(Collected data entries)

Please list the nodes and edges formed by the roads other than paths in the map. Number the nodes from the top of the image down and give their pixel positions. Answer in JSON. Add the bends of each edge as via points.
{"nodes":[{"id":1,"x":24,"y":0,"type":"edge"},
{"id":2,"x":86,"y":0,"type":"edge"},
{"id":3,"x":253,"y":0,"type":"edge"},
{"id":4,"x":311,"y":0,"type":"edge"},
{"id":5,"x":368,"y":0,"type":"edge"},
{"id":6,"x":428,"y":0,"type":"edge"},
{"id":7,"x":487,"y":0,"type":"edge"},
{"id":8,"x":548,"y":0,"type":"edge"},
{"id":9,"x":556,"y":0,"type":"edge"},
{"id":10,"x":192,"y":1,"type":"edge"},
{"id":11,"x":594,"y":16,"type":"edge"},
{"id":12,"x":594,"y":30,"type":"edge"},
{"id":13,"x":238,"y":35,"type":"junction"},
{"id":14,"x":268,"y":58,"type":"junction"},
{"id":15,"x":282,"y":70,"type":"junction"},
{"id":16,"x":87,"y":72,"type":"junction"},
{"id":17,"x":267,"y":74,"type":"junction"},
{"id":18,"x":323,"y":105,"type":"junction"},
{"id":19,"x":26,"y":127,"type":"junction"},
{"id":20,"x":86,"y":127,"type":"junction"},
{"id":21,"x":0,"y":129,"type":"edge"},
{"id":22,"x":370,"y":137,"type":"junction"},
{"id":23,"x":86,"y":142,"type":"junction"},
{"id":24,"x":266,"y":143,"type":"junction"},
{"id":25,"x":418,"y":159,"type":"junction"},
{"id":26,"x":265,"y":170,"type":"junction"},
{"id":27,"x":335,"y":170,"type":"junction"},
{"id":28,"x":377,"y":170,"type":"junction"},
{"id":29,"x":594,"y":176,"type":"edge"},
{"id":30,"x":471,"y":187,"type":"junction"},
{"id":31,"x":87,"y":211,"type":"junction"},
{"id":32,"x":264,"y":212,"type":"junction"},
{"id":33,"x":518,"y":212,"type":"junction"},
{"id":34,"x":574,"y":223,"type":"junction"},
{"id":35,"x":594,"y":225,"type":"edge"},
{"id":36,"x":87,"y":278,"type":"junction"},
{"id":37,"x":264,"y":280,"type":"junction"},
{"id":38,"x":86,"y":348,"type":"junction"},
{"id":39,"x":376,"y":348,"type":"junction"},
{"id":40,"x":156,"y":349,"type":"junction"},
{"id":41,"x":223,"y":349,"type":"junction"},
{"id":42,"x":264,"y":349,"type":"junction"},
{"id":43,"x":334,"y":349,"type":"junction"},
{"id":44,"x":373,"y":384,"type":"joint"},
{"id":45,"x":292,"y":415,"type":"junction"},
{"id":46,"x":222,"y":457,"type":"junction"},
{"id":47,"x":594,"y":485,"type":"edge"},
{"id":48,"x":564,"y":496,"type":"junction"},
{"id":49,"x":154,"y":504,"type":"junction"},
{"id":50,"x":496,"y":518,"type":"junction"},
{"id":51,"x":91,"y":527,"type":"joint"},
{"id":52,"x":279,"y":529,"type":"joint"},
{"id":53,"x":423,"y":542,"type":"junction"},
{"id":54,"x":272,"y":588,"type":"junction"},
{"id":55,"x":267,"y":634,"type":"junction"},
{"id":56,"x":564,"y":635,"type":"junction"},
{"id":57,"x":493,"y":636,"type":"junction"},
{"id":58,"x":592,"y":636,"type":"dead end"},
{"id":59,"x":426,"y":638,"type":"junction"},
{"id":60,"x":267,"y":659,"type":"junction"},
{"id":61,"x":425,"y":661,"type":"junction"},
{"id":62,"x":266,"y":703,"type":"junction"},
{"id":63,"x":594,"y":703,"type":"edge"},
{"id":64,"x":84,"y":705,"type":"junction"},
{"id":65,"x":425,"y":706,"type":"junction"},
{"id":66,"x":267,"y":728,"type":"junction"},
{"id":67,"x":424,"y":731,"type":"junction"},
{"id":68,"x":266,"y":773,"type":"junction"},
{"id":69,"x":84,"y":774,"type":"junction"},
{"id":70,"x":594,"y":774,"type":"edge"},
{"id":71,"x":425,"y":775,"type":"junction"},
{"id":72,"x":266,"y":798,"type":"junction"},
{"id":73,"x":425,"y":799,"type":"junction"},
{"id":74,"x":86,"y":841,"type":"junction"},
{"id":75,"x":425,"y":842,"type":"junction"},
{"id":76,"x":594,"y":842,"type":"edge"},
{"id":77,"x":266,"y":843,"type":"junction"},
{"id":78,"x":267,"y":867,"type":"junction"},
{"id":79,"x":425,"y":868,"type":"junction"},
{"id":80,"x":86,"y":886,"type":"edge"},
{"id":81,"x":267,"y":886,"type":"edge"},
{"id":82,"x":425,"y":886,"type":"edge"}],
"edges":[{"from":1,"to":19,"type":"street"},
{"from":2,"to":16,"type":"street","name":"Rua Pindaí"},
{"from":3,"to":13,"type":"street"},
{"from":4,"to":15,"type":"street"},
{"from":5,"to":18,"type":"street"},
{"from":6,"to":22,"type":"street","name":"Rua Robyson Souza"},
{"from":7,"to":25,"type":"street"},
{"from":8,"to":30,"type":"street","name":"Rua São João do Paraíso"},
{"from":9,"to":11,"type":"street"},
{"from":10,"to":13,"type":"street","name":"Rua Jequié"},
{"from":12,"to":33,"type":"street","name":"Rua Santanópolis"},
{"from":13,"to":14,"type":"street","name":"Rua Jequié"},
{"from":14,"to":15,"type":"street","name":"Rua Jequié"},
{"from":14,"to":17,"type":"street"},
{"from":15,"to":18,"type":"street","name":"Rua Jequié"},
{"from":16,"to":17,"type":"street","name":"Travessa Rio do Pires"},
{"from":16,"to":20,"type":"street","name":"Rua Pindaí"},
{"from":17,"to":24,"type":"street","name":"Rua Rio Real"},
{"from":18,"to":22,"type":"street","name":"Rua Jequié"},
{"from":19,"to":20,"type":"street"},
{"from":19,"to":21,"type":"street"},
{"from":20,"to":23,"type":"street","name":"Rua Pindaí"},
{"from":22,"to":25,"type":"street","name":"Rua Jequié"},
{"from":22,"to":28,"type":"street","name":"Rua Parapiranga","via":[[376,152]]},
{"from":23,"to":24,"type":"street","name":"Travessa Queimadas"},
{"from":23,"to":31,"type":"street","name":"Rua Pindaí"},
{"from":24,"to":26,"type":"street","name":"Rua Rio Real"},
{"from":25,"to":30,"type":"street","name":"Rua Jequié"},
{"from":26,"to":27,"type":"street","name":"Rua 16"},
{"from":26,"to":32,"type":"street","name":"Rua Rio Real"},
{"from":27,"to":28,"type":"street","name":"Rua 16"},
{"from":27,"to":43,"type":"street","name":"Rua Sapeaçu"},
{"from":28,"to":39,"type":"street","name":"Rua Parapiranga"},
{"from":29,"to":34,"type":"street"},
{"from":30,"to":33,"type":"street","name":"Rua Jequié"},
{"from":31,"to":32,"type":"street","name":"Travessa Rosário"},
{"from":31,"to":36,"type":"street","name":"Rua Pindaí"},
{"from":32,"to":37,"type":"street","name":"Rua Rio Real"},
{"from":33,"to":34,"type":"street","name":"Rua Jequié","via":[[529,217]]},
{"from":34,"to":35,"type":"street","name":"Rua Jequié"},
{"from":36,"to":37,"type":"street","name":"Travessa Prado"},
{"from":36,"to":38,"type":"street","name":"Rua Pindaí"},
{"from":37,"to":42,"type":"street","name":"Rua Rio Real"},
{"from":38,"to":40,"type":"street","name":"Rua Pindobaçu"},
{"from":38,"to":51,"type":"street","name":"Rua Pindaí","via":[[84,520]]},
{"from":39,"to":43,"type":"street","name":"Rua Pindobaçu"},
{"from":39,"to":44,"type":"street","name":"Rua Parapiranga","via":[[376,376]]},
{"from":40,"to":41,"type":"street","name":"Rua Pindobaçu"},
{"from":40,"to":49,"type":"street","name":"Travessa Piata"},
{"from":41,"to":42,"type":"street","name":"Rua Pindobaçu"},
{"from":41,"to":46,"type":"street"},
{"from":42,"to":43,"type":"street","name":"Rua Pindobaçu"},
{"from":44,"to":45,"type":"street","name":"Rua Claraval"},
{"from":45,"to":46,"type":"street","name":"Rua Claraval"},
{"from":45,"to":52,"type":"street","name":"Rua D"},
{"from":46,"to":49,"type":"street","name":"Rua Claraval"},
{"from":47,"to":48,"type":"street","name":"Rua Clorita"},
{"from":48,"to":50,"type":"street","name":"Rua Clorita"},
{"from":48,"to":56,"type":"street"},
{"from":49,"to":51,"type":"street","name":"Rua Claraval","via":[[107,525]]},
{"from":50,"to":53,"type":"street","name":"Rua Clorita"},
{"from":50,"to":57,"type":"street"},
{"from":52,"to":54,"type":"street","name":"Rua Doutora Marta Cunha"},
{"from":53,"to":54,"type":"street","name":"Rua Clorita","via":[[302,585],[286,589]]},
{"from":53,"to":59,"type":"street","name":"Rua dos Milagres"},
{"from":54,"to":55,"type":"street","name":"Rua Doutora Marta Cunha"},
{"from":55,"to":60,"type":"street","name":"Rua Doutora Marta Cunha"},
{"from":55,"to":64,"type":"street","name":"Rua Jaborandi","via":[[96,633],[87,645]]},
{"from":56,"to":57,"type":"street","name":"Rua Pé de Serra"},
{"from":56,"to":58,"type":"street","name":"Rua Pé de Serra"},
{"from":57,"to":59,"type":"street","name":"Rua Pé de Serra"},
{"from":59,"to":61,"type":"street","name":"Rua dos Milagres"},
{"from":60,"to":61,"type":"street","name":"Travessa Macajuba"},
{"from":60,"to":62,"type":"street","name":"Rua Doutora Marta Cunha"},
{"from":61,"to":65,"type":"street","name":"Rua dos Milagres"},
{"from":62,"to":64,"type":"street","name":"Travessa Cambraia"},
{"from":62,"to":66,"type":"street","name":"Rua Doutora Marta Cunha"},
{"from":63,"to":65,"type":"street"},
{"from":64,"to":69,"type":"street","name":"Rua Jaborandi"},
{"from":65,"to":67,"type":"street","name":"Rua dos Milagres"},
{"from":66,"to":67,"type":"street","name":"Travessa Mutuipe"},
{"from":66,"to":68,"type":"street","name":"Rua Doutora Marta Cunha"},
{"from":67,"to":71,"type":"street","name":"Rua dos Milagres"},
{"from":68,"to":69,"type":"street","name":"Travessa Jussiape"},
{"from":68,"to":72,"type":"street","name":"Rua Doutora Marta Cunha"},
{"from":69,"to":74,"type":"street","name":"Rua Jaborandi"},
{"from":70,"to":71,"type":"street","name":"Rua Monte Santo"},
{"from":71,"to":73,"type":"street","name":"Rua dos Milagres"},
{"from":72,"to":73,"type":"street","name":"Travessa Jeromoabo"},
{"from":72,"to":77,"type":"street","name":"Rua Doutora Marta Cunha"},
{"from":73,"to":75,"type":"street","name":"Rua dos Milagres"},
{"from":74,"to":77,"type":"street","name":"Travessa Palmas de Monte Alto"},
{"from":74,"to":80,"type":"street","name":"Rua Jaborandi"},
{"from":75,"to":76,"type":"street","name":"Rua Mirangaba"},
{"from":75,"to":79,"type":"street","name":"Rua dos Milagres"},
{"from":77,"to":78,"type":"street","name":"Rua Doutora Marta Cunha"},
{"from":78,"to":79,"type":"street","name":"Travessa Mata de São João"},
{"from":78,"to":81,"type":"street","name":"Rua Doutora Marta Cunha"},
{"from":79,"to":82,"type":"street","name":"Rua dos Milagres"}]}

### What needs to be done
Answer with a single number, the count of lines above that contain "edges".

### Response
2